----- PROVIDED RECORDS
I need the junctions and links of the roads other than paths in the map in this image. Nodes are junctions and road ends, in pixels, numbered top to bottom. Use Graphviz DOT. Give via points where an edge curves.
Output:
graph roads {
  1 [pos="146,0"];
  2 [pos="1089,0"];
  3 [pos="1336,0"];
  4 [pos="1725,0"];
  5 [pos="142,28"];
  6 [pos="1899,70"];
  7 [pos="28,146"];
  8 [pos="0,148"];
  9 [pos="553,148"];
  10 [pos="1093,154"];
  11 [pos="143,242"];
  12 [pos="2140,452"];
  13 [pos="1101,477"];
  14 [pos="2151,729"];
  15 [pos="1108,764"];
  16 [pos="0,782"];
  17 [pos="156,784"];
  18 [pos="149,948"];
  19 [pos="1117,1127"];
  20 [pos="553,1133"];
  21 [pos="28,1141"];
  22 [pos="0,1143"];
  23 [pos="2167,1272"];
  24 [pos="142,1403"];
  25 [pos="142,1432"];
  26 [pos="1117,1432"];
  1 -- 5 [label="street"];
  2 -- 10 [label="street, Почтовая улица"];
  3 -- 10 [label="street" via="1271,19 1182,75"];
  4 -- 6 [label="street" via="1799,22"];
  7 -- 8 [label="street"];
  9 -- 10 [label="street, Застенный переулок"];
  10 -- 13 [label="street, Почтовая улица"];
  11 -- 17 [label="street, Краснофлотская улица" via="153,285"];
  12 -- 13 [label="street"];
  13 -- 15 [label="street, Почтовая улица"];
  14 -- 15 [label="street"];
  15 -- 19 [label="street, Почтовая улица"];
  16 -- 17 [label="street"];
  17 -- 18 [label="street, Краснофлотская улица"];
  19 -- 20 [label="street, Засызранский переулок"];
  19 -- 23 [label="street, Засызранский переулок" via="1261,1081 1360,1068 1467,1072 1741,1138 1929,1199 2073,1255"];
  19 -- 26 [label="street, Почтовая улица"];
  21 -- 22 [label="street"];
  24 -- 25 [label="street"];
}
----------
----- PROVIDED RECORDS
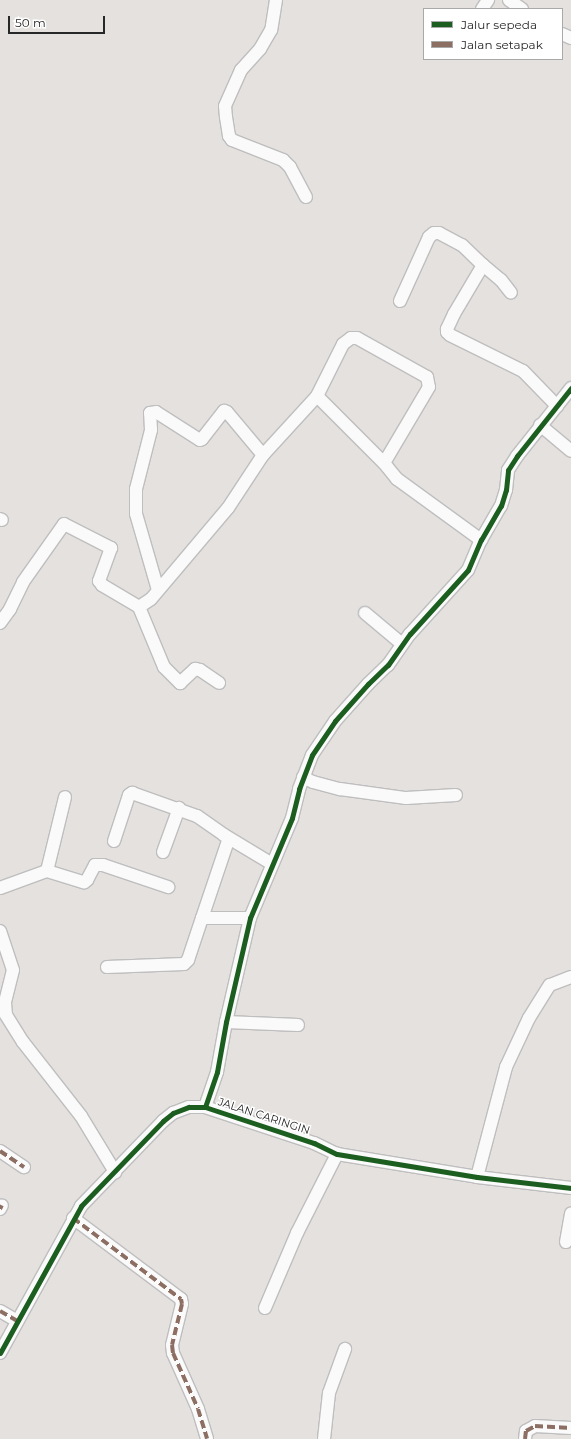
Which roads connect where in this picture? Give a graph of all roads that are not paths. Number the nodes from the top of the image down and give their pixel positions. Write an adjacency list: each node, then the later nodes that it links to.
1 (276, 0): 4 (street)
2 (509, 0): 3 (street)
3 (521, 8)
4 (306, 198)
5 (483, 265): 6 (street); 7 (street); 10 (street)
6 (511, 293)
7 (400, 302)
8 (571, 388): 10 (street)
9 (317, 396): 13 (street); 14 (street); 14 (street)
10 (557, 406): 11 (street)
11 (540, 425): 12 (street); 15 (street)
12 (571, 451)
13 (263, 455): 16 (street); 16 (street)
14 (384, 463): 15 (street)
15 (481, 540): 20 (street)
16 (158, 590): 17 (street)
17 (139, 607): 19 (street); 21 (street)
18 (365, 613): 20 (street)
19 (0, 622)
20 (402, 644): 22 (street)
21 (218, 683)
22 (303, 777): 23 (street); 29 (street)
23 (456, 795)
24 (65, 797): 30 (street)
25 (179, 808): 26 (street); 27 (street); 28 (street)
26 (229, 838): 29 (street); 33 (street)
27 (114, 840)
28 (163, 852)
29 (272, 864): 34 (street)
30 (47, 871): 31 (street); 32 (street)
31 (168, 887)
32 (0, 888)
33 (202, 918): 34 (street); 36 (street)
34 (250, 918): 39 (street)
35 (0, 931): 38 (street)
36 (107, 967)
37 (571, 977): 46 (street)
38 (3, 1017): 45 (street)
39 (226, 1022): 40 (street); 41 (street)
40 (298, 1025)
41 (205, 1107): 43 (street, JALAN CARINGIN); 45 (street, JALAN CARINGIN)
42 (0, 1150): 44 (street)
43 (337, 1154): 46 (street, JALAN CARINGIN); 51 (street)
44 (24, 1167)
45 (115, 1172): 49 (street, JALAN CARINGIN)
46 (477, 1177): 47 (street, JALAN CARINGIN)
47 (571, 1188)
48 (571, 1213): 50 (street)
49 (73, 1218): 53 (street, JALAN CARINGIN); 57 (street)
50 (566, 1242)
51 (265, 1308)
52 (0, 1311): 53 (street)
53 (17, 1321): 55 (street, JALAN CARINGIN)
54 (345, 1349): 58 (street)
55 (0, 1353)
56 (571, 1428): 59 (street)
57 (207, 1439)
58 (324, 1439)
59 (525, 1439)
----------
■ **TASK TO CARRY OUT**:
From the records above, pick out and copy each line holding the word "Почтовая".

■ **TASK ANSWER**:
  2 -- 10 [label="street, Почтовая улица"];
  10 -- 13 [label="street, Почтовая улица"];
  13 -- 15 [label="street, Почтовая улица"];
  15 -- 19 [label="street, Почтовая улица"];
  19 -- 26 [label="street, Почтовая улица"];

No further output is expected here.